Most companies I deal with are seriously considering a cloud strategy. When you evaluate the benefits of a platform as a service, it makes sense to do that. But some of the folks I talk to are those who buy, build, configure and administer systems like file servers, mail servers, and database servers. They often ask – “If business people buy the capacity with a PO, and if architects design the system, and if developers write the code, what do I do?” It’s a fair question.
First, I’m not aware of a cloud vendor, including Microsoft, that expects a medium to large company to replace it’s entire infrastructure with the cloud. The latency for large file transfers, printing, government privacy requirements, all kinds of factors prevent that. So the first answer to that question is that your job isn’t going away. For the foreseeable future, there will be a physical IT infrastructure in place that will still need care and feeding.
The second answer is that as you educate yourself on each new technology, including cloud, you should help your company understand where it does and does not fit. It’s not a one-size-fits-all. There are places where you can switch an application to the cloud, places where you need to keep the application local, and still others where the cloud can be your “burst” strategy or part of your High-Availability and Disaster Recovery plan.
You can also have the cloud do things you don’t want to do. In some cases you have “shadow IT” departments that need or want to create their own small applications, which are not part of the core IT process at your organization. You could help them set up an account, and use simple programs like LightSwitch to write their own applications which are paid for by that department, and maintained by Microsoft, leaving you free to fight the more important battles for your larger applications.
On that note, some shops consider the cloud to be simply hosting a Virtual Machine somewhere else, but this isn’t really “cloud”, in my mind. It’s just “somebody else’s systems”, and just moves the problem around. In fact, that strategy can indeed lead to erosion in an IT Infrastructure. But a platform as a service play (see my post of “Which Cloud are you talking about”) allows you to focus on balancing your use of the cloud as a strategic resource.
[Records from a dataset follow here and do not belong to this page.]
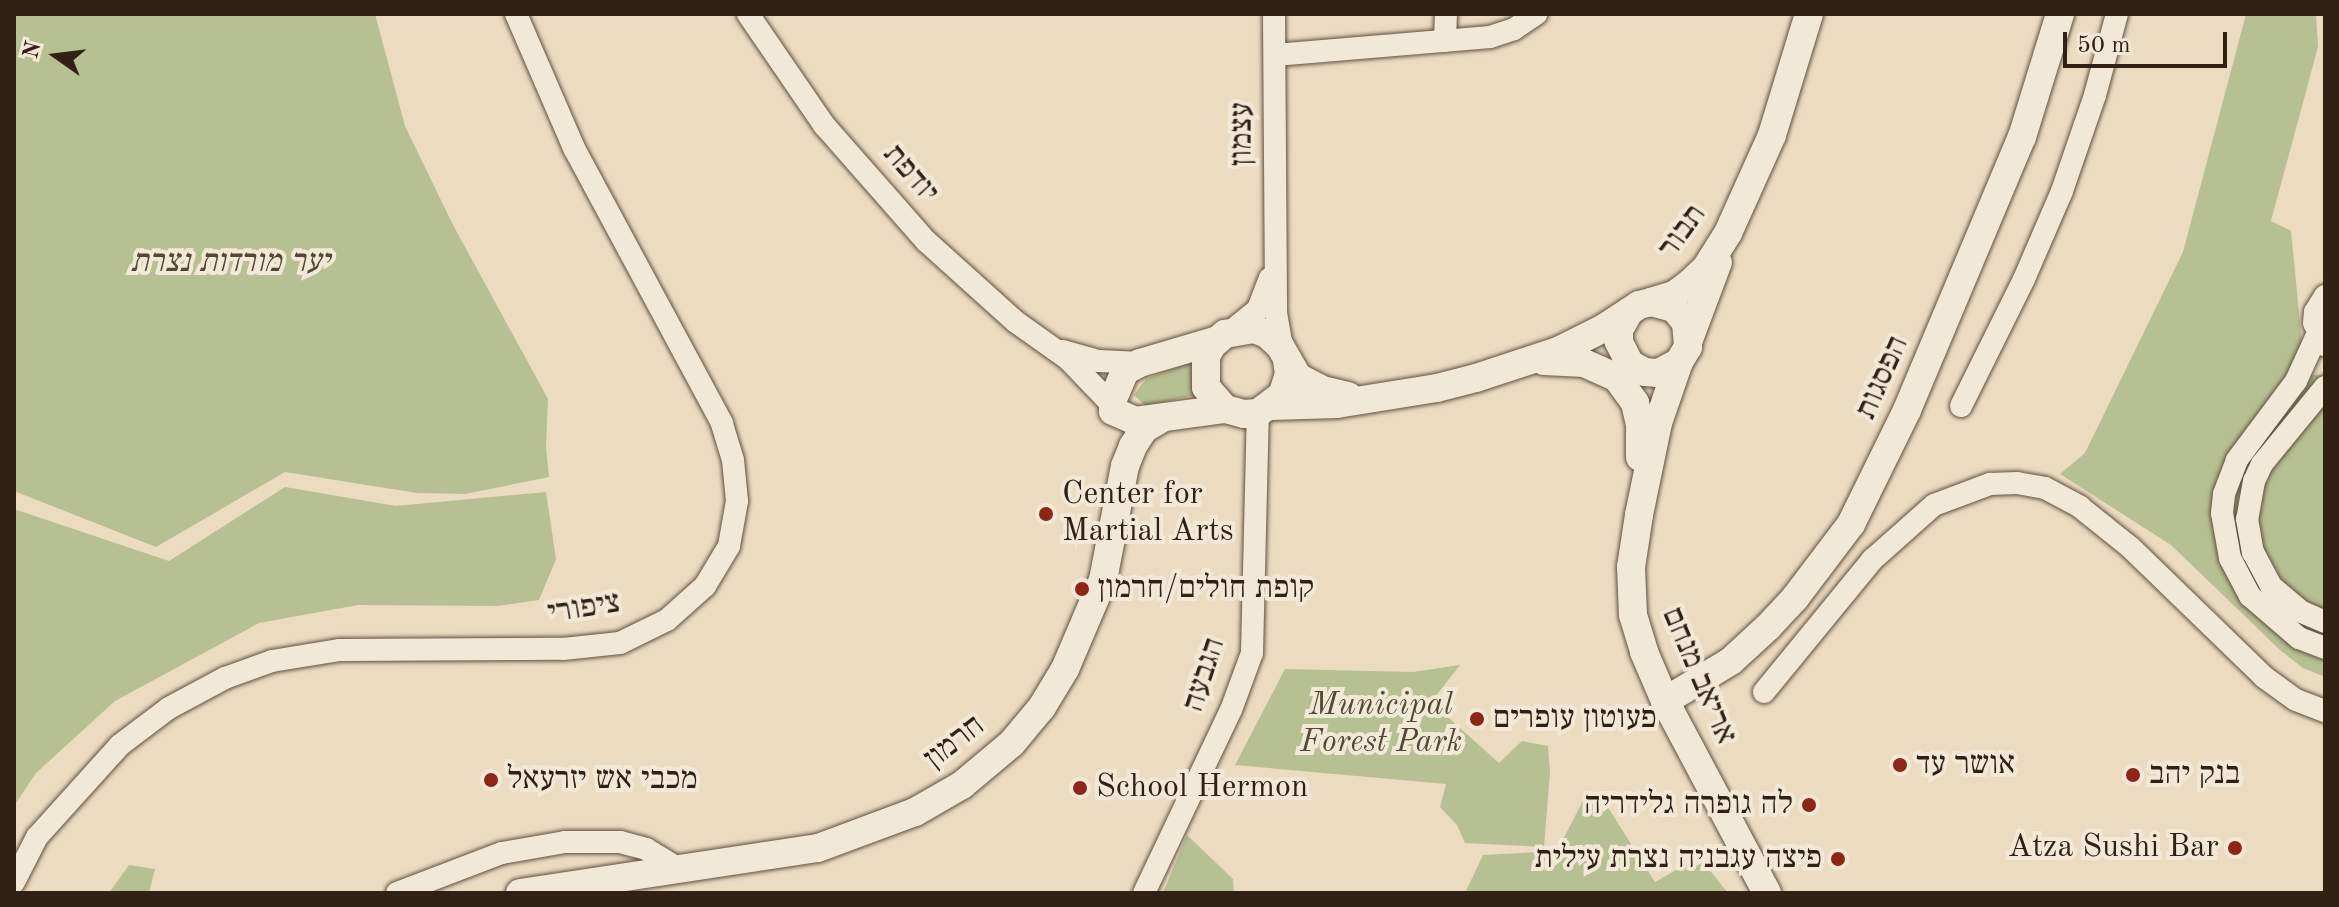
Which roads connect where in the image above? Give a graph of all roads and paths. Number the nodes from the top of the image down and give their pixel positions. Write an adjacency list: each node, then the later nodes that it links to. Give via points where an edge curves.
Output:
1 (516, 14): 40 (street, ציפורי, via 574,148 722,423 737,501 729,546 705,586 667,620 620,643 563,649 340,650 272,661 225,678 169,708 120,745 37,837)
2 (748, 14): 17 (street, יודפת, via 824,125 926,241 1016,322)
3 (1274, 14): 10 (street, עצמון)
4 (1446, 14): 9 (street)
5 (1536, 14): 9 (street, via 1490,37)
6 (1809, 14): 11 (street, via 1772,135)
7 (2060, 14): 37 (street, הפסגות, via 2022,137 1907,410 1851,524 1768,627 1731,661)
8 (2117, 14): 26 (street, via 2062,191)
9 (1445, 41): 10 (street)
10 (1275, 55): 12 (street, עצמון)
11 (1736, 216): 14 (street, תבור, via 1706,268 1674,295); 19 (street, תבור)
12 (1274, 253): 15 (street, עצמון, via 1258,309); 20 (street, עצמון, via 1276,313)
13 (2325, 296): 16 (street, via 2315,312)
14 (1640, 307): 18 (street, תבור); 19 (street, via 1674,308 1686,323); 23 (street, via 1619,330 1619,342)
15 (1224, 336): 20 (street, via 1254,329 1267,334); 22 (street); 28 (street, via 1206,356 1203,372 1214,400)
16 (2321, 340): 35 (street, via 2237,460 2222,513 2230,558 2250,596 2299,638)
17 (1054, 348): 22 (street, יודפת, via 1099,361); 27 (street, יודפת)
18 (1558, 351): 21 (street); 23 (street, via 1615,353)
19 (1684, 352): 23 (street, via 1658,373); 31 (street, תבור)
20 (1285, 356): 25 (street, via 1298,377 1311,385); 29 (street, via 1289,374 1282,395)
21 (1530, 361): 25 (street, via 1437,388); 33 (street, via 1584,363 1617,378 1629,391 1640,425)
22 (1140, 363): 27 (street, via 1125,371)
23 (1634, 366): 31 (street, via 1648,377 1655,393)
24 (2325, 387): 34 (street, via 2262,464 2247,519 2253,552 2272,587 2302,612)
25 (1365, 399): 29 (street)
26 (1961, 406)
27 (1113, 408): 30 (street, via 1135,421); 32 (street, חרמון, via 1120,440)
28 (1225, 409): 29 (street, via 1244,414); 30 (street)
29 (1265, 409): 43 (street, הגבעה, via 1252,653 1231,710)
30 (1162, 418): 32 (street, חרמון, via 1144,429 1133,446)
31 (1658, 423): 33 (street, אריאב מנחם)
32 (1121, 496): 39 (street, חרמון, via 1103,580 1084,629 1042,707 1012,743 962,785 864,834 818,848)
33 (1640, 510): 37 (street, אריאב מנחם, via 1631,567 1633,615)
34 (2325, 622)
35 (2325, 648)
36 (1764, 692): 38 (street, via 1872,560 1934,505 1990,484 2017,483 2045,488 2080,507 2130,547 2264,677 2296,700)
37 (1665, 701): 44 (street, אריאב מנחם)
38 (2325, 711)
39 (679, 869): 41 (street, via 646,849 620,842 565,842 502,853); 42 (street, חרמון)
40 (14, 882)
41 (397, 893)
42 (520, 893)
43 (1144, 893)
44 (1767, 893)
The point is that we need to start thinking more strategically about our role in the organization. We can’t just provide a single level of support for architectures that to the business are invisible. I invite you to learn what options you have, and then help your organization apply them intelligently. Don’t dismiss the cloud because it doesn’t have feature X or Y, or has a latency, or isn’t HIPPA or SorBox compliant. Look for places where it fits, and go from there.
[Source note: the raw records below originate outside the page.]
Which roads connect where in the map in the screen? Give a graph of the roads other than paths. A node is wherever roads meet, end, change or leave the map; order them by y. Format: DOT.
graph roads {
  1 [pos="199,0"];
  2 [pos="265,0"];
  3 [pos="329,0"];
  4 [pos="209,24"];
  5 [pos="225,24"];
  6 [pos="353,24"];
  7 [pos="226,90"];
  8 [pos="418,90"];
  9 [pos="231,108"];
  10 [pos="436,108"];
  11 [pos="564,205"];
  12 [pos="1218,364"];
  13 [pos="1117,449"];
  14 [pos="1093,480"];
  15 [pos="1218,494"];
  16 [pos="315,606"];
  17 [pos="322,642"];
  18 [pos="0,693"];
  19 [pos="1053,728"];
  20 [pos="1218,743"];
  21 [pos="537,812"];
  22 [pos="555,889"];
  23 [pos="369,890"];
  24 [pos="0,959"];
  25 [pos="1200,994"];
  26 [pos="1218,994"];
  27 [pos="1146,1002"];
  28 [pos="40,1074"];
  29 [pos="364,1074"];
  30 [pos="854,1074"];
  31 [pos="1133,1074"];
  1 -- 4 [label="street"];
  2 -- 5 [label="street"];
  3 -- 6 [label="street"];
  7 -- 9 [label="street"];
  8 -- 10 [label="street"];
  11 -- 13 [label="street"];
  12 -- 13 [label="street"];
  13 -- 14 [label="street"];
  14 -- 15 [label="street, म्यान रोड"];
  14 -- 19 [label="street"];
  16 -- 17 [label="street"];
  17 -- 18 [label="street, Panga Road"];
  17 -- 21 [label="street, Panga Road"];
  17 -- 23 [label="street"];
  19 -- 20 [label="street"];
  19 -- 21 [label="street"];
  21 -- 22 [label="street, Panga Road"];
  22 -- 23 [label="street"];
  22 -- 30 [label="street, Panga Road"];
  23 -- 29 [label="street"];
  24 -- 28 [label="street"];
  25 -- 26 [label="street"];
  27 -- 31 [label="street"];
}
On that topic, I’m reading a really good book right now called ”Applied Architecture Platforms on the Microsoft Platform”. It’s exactly what the title says – a rundown of the various Microsoft platforms like SQL Server, Exchange and Windows – and Azure – and covers where each of these can be used. I really like it – you should definitely check it out. Even working at Microsoft I’m not always sure where to use each platform – this book helps me understand where to do that. I’d love to see an open-source version, Oracle and others with this same information. It’s invaluable for the Architect.